In episode four of Kyoukai no Kanata, we learn that Akihito isn’t weak due to his half-blood heritage; instead, he’s remarkably powerful and unable to control his immense strength in times of distress. He isn’t at all what Mirai thinks he is, and perhaps not what the viewers think either.
It’s interesting how in times of trouble, our own inner selves come out as well. I won’t say that our “true selves” bubble to the surface, because we’re more than our innermost emotions, but sides of our personality that we might carefully try to hide often pop up when we’re confronted with events that are dangerous, painful, or stressful.
And it’s in those moments that maybe we begin to understand that we don’t know each other, sometimes, as well as we think we do.
It’s funny that as we develop relationships with people, we sometimes get this sense of ownership over that person. Our unique relationship perhaps creates in us the idea that we know these people – at least a side of them – that others don’t. And without even knowing it, our minds have shaped a friend that doesn’t exist, as we deem ourselves experts in what that person’s likes and dislikes are, even if we do so without pride. For instance, we might assume how our friend will react to an offhand comment, based on how well we know him or her.
But unless we’re the most intimate of friends (and possibly not even then), we don’t know know the innermost feelings – and demons – that people carry with them. And we all have sins that haunt us and thoughts, feelings, and actions that cause us shame or distress. But most of us are considerably good at hiding these scary and embarrassing parts of ourselves and be confident of the response we’d get if we ask the question that Mirai and Akihito asked back and forth: “Do you think I look like a normal person?”

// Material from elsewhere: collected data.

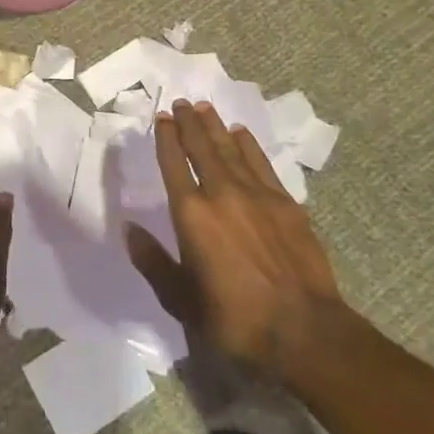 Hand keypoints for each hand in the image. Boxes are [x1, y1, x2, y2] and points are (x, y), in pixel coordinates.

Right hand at [125, 100, 342, 373]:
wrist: (305, 331)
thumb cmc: (236, 320)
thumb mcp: (182, 301)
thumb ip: (154, 262)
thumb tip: (129, 229)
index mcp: (192, 215)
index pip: (174, 164)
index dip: (166, 138)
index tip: (163, 118)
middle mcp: (222, 194)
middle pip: (201, 147)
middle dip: (189, 123)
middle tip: (181, 102)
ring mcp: (257, 195)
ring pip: (231, 149)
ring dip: (216, 126)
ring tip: (205, 107)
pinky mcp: (286, 203)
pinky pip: (261, 163)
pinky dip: (248, 145)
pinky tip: (241, 134) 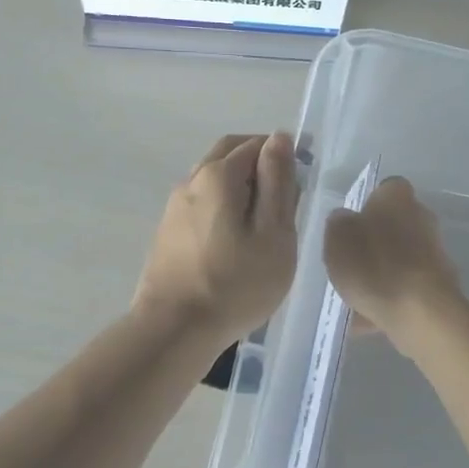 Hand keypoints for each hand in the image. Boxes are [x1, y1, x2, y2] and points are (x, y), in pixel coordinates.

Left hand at [134, 132, 299, 344]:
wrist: (174, 329)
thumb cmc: (236, 284)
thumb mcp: (273, 233)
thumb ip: (278, 182)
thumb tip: (279, 138)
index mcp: (219, 175)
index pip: (257, 144)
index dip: (283, 156)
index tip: (301, 186)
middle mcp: (191, 180)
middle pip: (229, 153)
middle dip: (259, 163)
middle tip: (285, 198)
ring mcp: (174, 205)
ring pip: (213, 177)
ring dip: (240, 183)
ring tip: (263, 221)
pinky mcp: (168, 230)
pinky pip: (202, 200)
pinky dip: (223, 203)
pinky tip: (236, 237)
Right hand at [322, 177, 462, 343]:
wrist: (421, 311)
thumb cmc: (373, 265)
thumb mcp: (337, 239)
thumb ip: (338, 224)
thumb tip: (345, 220)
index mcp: (396, 197)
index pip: (383, 190)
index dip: (366, 207)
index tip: (350, 229)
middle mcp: (422, 216)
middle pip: (393, 225)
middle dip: (375, 243)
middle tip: (350, 265)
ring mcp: (435, 251)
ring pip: (400, 259)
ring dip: (382, 274)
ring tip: (356, 300)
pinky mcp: (440, 283)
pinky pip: (408, 286)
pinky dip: (392, 298)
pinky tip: (370, 320) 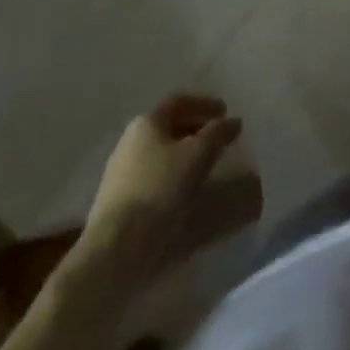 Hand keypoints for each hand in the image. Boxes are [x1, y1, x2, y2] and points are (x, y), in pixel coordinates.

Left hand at [82, 95, 242, 272]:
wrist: (116, 248)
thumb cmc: (160, 188)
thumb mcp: (198, 154)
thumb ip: (218, 133)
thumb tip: (233, 121)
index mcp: (146, 122)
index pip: (179, 102)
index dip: (205, 104)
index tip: (226, 112)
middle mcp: (129, 141)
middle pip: (168, 126)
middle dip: (196, 129)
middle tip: (219, 138)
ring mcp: (120, 173)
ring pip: (160, 153)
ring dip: (185, 154)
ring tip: (207, 165)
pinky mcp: (119, 202)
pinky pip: (153, 177)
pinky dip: (174, 175)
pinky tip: (186, 190) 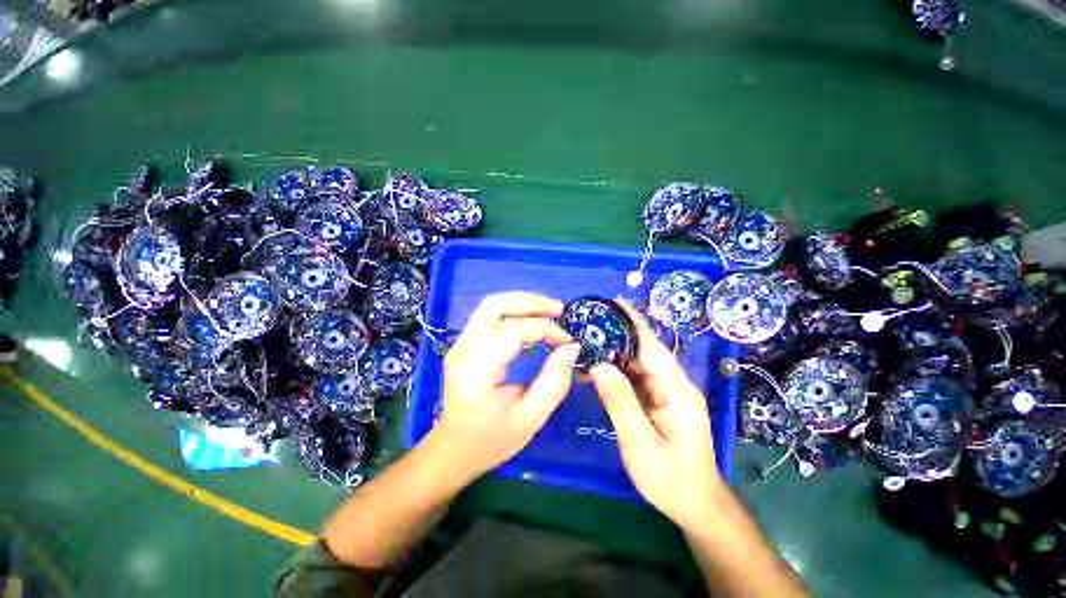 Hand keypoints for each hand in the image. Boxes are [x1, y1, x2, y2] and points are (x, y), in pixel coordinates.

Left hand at [434, 292, 580, 479]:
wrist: (454, 450)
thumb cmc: (491, 440)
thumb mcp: (530, 419)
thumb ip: (554, 382)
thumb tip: (572, 347)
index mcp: (475, 370)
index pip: (512, 331)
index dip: (544, 329)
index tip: (568, 340)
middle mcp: (463, 349)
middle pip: (494, 305)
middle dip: (531, 302)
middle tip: (560, 310)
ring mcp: (460, 344)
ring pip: (491, 305)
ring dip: (523, 302)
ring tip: (550, 311)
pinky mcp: (465, 344)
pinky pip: (490, 316)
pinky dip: (515, 311)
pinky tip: (533, 320)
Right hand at [589, 300, 722, 528]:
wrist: (695, 505)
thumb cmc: (671, 479)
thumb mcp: (640, 444)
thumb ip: (620, 403)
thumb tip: (598, 365)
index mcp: (677, 391)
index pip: (652, 346)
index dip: (633, 322)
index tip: (613, 301)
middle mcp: (673, 384)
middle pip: (644, 350)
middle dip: (617, 332)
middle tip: (588, 320)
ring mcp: (666, 392)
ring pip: (637, 362)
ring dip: (614, 350)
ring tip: (587, 337)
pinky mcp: (658, 400)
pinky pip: (634, 378)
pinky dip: (615, 370)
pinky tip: (596, 366)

Most of us look normal, but inside, we’re broken to some extent. God says we’re broken beyond all hope, except for that which comes through Christ.

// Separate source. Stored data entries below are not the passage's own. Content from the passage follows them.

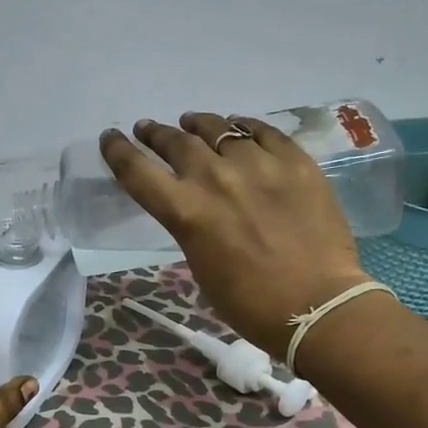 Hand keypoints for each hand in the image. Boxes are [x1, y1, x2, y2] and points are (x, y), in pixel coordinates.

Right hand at [100, 112, 368, 354]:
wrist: (316, 305)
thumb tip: (196, 206)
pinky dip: (245, 127)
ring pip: (220, 129)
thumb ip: (191, 226)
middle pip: (176, 142)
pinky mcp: (295, 162)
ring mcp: (258, 164)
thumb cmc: (249, 303)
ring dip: (199, 124)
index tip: (111, 138)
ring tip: (193, 122)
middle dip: (156, 134)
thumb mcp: (201, 265)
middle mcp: (215, 178)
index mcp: (185, 211)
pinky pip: (264, 132)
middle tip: (149, 129)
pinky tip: (240, 127)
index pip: (137, 170)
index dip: (118, 150) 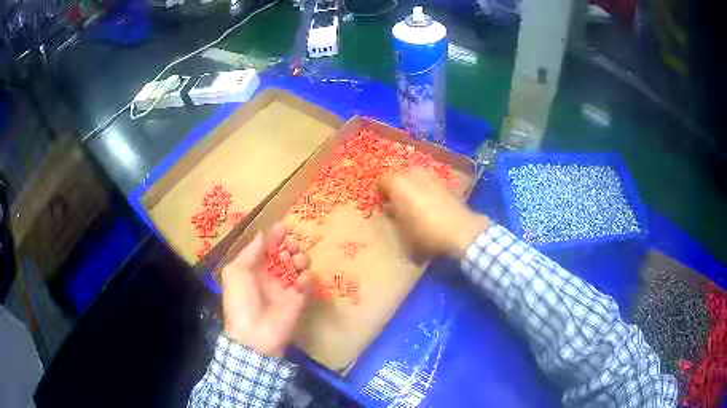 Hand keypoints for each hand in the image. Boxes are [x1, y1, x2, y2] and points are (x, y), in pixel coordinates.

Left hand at [220, 223, 310, 357]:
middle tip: (291, 246)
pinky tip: (299, 281)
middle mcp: (270, 275)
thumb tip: (262, 234)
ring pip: (298, 265)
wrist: (255, 333)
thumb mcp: (236, 272)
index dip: (274, 237)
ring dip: (300, 258)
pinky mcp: (299, 299)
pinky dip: (306, 277)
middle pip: (285, 253)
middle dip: (290, 246)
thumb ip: (250, 252)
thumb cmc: (241, 300)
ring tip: (295, 262)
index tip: (282, 228)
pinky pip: (307, 282)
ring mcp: (286, 287)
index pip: (267, 248)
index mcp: (254, 268)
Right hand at [378, 167, 489, 258]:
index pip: (381, 181)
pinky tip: (427, 203)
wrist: (461, 230)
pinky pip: (426, 181)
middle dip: (395, 188)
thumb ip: (393, 214)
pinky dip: (423, 188)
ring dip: (410, 187)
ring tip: (412, 203)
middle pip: (398, 176)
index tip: (382, 205)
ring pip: (413, 177)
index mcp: (398, 183)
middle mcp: (412, 173)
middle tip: (396, 203)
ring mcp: (430, 174)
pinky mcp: (443, 180)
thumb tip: (390, 208)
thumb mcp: (403, 229)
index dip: (380, 193)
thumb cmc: (426, 231)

I think that with our friends, we can take this episode of Beyond the Boundary, one that examines our outer self and our deeper one, and use it to understand the type of friend we should be. We need to be more loving than to simply assume; we need to never close our ears and hearts, and understand that people are often much more complex than we give them credit for. And by being open to a person’s “full self,” rather than just the self we usually get to see, we’ll offer something everyone needs more of – love.